Twitter blocks more than 200,000 Chinese accounts targeting Hong Kong protests

World

Tue 20 August 2019:

Twitter said Monday it has suspended more than 200,000 accounts that it believes were part of a Chinese government influence campaign targeting the protest movement in Hong Kong.

The company also said it will ban ads from state-backed media companies, expanding a prohibition it first applied in 2017 to two Russian entities.

Both measures are part of what a senior company official portrayed in an interview as a broader effort to curb malicious political activity on a popular platform that has been criticized for enabling election interference around the world and for accepting money for ads that amount to propaganda by state-run media organizations.

After being notified by Twitter and conducting its own investigation, Facebook said Monday that it has also removed seven pages, three groups and five accounts, including some portraying protesters as cockroaches and terrorists.

Facebook, which is more widely used in Hong Kong, does not release the data on such state-backed influence operations. The company also does not ban ads from state-owned media companies.

Twitter traced the Hong Kong campaign to two fake Chinese and English Twitter accounts that pretended to be news organizations based in Hong Kong, where pro-democracy demonstrators have taken to the streets since early June calling for full democracy and an inquiry into what they say is police violence against protesters.

Though Twitter is banned in China, it is available in Hong Kong, a semi-autonomous region.

The Chinese language account, @HKpoliticalnew, and the English account, @ctcc507, pushed tweets depicting protesters as violent criminals in a campaign aimed at influencing public opinion around the world. One of those accounts was tied to a suspended Facebook account that went by the same moniker: HKpoliticalnew.

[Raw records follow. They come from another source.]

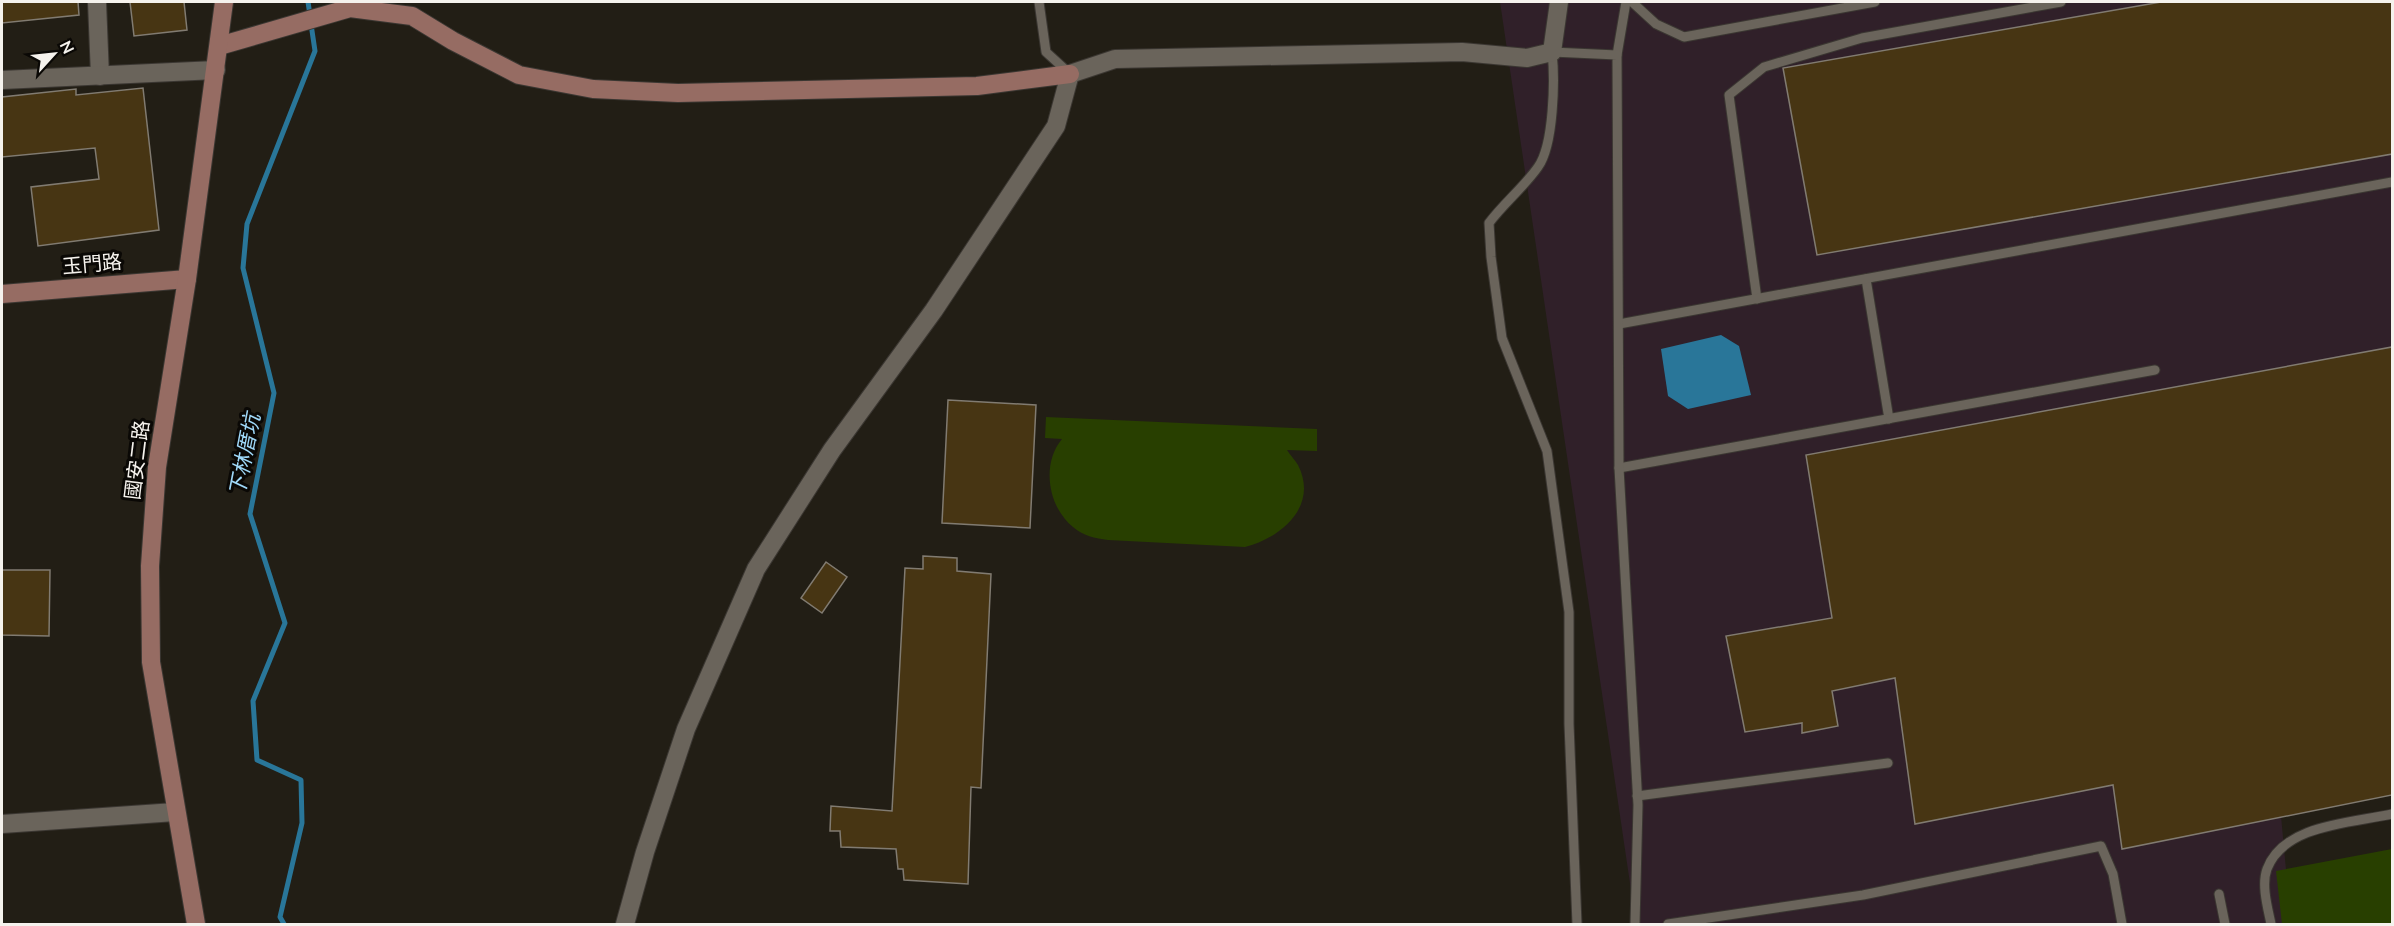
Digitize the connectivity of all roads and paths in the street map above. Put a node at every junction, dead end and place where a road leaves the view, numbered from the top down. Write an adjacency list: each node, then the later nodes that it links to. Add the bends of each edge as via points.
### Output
1 (97, 2): 14 (street)
2 (224, 2): 9 (street, 國安二路)
3 (1039, 2): 13 (lane, via 1046,52)
4 (1559, 2): 10 (street)
5 (1626, 2): 11 (lane)
6 (1632, 2): 7 (lane, via 1656,24 1684,37)
7 (1875, 2)
8 (2061, 2): 20 (lane, via 1862,38 1764,68 1729,95)
9 (219, 46): 12 (street, 國安二路); 13 (street, via 350,8 412,16 519,75 593,89 678,93 977,86)
10 (1552, 52): 11 (lane); 13 (street, via 1527,58 1462,52 1115,59); 33 (lane, via 1555,85 1540,165 1490,223 1502,338 1547,451 1569,612)
11 (1617, 55): 21 (lane)
12 (216, 70): 14 (street); 17 (street, 國安二路)
13 (1070, 74): 32 (street, via 1056,126 934,310 832,450 756,569 686,729)
14 (100, 76): 15 (street)
15 (2, 80)
16 (2392, 182): 18 (lane)
17 (187, 279): 19 (street, 玉門路); 27 (street, 國安二路, via 157,467 150,566 151,662)
18 (1866, 279): 20 (lane); 23 (lane)
19 (2, 294)
20 (1757, 298): 21 (lane)
21 (1619, 324): 24 (lane)
22 (2155, 370): 23 (lane)
23 (1889, 419): 24 (lane)
24 (1619, 468): 26 (lane)
25 (1888, 763): 26 (lane)
26 (1638, 796): 34 (lane)
27 (175, 812): 29 (street); 31 (street, 國安二路)
28 (2392, 814): 38 (lane, via 2316,831 2286,843 2266,870)
29 (2, 824)
30 (2219, 894): 37 (lane)
31 (196, 924)
32 (625, 924)
33 (1577, 924)
34 (1635, 924)
35 (1668, 924): 36 (lane, via 1863,895 2100,846 2113,874)
36 (2122, 924)
37 (2225, 924)
38 (2271, 924)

An additional 936 core accounts Twitter believes originated from within China attempted to sow political discord in Hong Kong by undermining the protest movement’s legitimacy and political positions.

About 200,000 more automated Twitter accounts amplified the messages, engaging with the core accounts in the network. Few tweeted more than once, the official said, mostly because Twitter quickly caught many of them.

The Twitter official said the investigation remains ongoing and there could be further disclosures.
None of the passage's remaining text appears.